Titel: Bayerisches Verwaltungsverfahrensgesetz (BayVwVfG)
Normgeber: Bayern
Amtliche Abkürzung: BayVwVfG
Gliederungs-Nr.: 2010-1-I
Normtyp: Gesetz

(1) 1Die zuständige Behörde hat der Öffentlichkeit die Unterlagen nach Art. 78e zugänglich zu machen, damit der betroffenen Öffentlichkeit Gelegenheit gegeben wird, sich zu den Umweltauswirkungen des Vorhabens zu äußern. 2Öffentlichkeit sind einzelne oder mehrere natürliche oder juristische Personen sowie deren Vereinigungen. 3Betroffene Öffentlichkeit ist jede Person, deren Belange durch eine Entscheidung über die Zulässigkeit des Vorhabens berührt werden; hierzu gehören auch Vereinigungen zur Förderung des Umweltschutzes, deren satzungsmäßiger Aufgabenbereich durch eine Entscheidung über die Zulässigkeit des Vorhabens berührt wird.4Das Anhörungsverfahren muss den Anforderungen des Art. 73 Abs. 3 und 4 bis 7 entsprechen. 5Abweichend von Satz 4 entfällt der Erörterungstermin nach Art. 73 Abs. 6, wenn für die Entscheidung über die Zulässigkeit des Vorhabens ein Verwaltungsverfahren ohne Erörterungstermin vorgeschrieben ist; im Übrigen kann die zuständige Behörde abweichend von Satz 4 von einem Erörterungstermin absehen. 6Ändert der Träger des Vorhabens die nach Art. 78e erforderlichen Unterlagen im Lauf des Verfahrens, so kann von einer erneuten Anhörung der Öffentlichkeit abgesehen werden, soweit keine zusätzlichen oder anderen erheblichen Auswirkungen auf die Umwelt zu erwarten sind.

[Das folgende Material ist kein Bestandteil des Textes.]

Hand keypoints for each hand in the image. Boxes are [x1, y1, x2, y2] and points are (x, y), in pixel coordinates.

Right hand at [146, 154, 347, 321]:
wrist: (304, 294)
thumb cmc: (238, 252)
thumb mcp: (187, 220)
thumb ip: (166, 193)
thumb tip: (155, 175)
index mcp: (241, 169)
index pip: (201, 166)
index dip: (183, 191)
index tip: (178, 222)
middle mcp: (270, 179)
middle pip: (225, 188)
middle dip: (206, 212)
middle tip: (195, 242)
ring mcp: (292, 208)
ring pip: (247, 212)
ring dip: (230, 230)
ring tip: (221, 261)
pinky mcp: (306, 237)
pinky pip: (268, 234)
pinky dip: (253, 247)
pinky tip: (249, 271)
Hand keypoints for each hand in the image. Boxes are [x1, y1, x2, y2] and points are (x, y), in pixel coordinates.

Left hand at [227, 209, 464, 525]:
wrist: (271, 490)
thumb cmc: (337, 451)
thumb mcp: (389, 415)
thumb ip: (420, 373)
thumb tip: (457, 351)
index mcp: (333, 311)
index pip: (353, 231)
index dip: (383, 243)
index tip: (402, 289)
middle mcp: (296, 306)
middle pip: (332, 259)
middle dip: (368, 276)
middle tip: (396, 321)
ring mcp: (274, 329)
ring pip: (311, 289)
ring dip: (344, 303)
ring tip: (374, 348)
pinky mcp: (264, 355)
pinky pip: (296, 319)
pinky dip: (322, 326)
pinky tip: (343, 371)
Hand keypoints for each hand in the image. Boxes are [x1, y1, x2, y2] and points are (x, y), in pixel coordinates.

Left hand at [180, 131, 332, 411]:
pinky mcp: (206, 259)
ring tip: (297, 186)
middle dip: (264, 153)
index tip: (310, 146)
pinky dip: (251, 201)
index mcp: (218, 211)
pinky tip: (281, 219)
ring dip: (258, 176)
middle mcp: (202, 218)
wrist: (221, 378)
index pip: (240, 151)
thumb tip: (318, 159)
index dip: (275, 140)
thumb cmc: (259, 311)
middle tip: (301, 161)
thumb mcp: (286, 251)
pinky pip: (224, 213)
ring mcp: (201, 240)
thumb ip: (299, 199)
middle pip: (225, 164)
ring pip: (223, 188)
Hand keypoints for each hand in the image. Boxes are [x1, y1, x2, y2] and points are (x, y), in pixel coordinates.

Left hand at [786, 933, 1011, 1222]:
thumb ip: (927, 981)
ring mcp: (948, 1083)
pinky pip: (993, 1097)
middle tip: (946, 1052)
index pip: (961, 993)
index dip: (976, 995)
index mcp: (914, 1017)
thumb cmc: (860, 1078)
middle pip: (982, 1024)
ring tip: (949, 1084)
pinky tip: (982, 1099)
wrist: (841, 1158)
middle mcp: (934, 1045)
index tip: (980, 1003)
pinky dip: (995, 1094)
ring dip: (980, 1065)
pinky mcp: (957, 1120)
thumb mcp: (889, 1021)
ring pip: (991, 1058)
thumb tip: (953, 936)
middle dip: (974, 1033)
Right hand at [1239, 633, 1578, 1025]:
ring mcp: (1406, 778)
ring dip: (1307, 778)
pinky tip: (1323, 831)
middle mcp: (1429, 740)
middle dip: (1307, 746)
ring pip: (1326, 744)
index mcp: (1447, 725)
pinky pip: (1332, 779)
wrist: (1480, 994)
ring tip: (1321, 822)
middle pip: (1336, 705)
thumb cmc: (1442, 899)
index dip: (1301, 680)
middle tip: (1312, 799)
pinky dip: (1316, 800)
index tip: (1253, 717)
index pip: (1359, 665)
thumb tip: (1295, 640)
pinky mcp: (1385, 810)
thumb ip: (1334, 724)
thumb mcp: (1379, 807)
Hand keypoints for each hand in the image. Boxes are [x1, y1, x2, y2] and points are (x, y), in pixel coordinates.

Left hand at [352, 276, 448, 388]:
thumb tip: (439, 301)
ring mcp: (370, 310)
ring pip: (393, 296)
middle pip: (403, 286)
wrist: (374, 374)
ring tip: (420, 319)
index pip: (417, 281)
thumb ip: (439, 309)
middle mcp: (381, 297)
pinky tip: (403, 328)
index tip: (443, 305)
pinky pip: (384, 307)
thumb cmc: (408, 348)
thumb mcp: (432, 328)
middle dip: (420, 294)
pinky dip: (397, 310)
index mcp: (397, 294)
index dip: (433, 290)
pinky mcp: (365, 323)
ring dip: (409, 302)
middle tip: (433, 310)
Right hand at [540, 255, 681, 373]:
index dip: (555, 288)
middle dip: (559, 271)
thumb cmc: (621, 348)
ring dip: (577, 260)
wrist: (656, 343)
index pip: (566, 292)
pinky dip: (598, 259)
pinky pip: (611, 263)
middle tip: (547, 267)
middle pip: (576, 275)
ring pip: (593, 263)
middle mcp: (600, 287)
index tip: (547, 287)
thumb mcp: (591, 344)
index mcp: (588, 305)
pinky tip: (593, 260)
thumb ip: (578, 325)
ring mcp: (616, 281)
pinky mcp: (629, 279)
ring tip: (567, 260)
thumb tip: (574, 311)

(1a) Bei der Bekanntmachung zu Beginn des Anhörungsverfahrens nach Abs. 1 hat die zuständige Behörde die Öffentlichkeit über Folgendes zu unterrichten:

  1. 1.

    den Antrag auf Entscheidung über die Zulässigkeit des Vorhabens, den eingereichten Plan oder eine sonstige Handlung des Trägers des Vorhabens zur Einleitung eines Verfahrens, in dem die Umweltverträglichkeit geprüft wird,

  2. 2.

    die Feststellung der UVP-Pflicht des Vorhabens sowie erforderlichenfalls über die Durchführung einer grenzüberschreitenden Beteiligung nach Art. 78h,

  3. 3.

    die für das Verfahren und für die Entscheidung über die Zulässigkeit des Vorhabens jeweils zuständigen Behörden, bei denen weitere relevante Informationen erhältlich sind und bei denen Äußerungen oder Fragen eingereicht werden können, sowie die festgesetzten Fristen für deren Übermittlung,

  4. 4.

    die Art einer möglichen Entscheidung über die Zulässigkeit des Vorhabens,

  5. 5.

    die Unterlagen, die nach Art. 78e vorgelegt wurden,

  6. 6.

    wo und in welchem Zeitraum die Unterlagen nach Art. 78e zur Einsicht ausgelegt werden,

  7. 7.

    weitere Einzelheiten des Verfahrens der Beteiligung der Öffentlichkeit.

(1b) 1Im Rahmen des Anhörungsverfahrens nach Abs. 1 hat die zuständige Behörde zumindest folgende Unterlagen zur Einsicht für die Öffentlichkeit auszulegen:

  1. 1.

    die Unterlagen nach Art. 78e,

  2. 2.

    die entscheidungserheblichen Berichte und Empfehlungen betreffend das Vorhaben, die der zuständigen Behörde zum Zeitpunkt des Beginns des Beteiligungsverfahrens vorgelegen haben.

2Weitere Informationen, die für die Entscheidung über die Zulässigkeit des Vorhabens von Bedeutung sein können und die der zuständigen Behörde erst nach Beginn des Anhörungsverfahrens vorliegen, sind der Öffentlichkeit nach den Bestimmungen des Bayerischen Umweltinformationsgesetzes zugänglich zu machen.

(2) 1Die zuständige Behörde hat die Entscheidung über die Zulassung oder Ablehnung des Vorhabens einschließlich Angaben über das Verfahren zur Beteiligung der Öffentlichkeit öffentlich bekannt zu machen. 2Für die öffentliche Bekanntmachung gelten Art. 74 Abs. 4 Sätze 2 und 3 und Abs. 5 Sätze 2 bis 4 entsprechend. 3Im Fall der Zulassung des Vorhabens enthält die Begründung des Bescheids auch eine Beschreibung der Maßnahmen, mit denen erhebliche nachteilige Auswirkungen auf die Umwelt vermieden, verringert oder soweit möglich ausgeglichen werden.